=== Begin Enclosure ===
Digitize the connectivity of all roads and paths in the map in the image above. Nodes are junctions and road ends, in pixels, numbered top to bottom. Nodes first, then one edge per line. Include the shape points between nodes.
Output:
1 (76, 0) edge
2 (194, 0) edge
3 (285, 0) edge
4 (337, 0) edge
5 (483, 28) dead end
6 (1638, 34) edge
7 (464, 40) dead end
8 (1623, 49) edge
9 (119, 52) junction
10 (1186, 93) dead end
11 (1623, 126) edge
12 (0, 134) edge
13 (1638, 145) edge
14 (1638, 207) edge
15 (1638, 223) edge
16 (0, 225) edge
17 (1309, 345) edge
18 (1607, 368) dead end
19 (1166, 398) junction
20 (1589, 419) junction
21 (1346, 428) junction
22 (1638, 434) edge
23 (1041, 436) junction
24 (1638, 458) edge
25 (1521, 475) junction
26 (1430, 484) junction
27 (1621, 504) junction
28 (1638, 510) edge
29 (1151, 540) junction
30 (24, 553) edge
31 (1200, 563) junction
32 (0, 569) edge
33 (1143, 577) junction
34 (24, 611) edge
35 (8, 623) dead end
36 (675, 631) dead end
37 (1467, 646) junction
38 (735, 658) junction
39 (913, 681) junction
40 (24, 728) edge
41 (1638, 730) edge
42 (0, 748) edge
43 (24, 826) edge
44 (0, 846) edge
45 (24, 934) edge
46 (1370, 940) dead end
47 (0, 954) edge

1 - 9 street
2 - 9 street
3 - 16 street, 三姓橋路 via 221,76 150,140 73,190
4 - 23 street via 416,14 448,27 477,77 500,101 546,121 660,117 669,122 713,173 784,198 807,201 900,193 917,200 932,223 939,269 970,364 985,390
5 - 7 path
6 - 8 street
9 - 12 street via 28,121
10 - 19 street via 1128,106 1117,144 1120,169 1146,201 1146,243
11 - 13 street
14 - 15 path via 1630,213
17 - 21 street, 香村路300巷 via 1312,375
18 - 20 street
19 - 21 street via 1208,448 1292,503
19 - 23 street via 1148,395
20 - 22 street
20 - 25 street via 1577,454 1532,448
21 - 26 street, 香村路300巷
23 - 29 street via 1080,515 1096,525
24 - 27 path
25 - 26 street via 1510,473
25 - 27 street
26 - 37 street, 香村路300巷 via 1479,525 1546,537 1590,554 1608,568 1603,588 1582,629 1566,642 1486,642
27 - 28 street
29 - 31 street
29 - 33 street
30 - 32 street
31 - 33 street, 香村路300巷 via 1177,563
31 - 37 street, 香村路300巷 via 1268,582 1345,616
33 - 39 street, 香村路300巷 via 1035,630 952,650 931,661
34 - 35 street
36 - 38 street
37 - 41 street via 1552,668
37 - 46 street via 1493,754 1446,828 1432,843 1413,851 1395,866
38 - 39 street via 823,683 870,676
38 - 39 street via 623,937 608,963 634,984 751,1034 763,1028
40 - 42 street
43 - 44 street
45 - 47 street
=== End Enclosure ===
◆ YOUR INSTRUCTIONS: Copy out each line of the listing that holds the string "dead".

◆ SOLUTION TO THE EXERCISE:
5 (483, 28) dead end
7 (464, 40) dead end
10 (1186, 93) dead end
18 (1607, 368) dead end
35 (8, 623) dead end
36 (675, 631) dead end
46 (1370, 940) dead end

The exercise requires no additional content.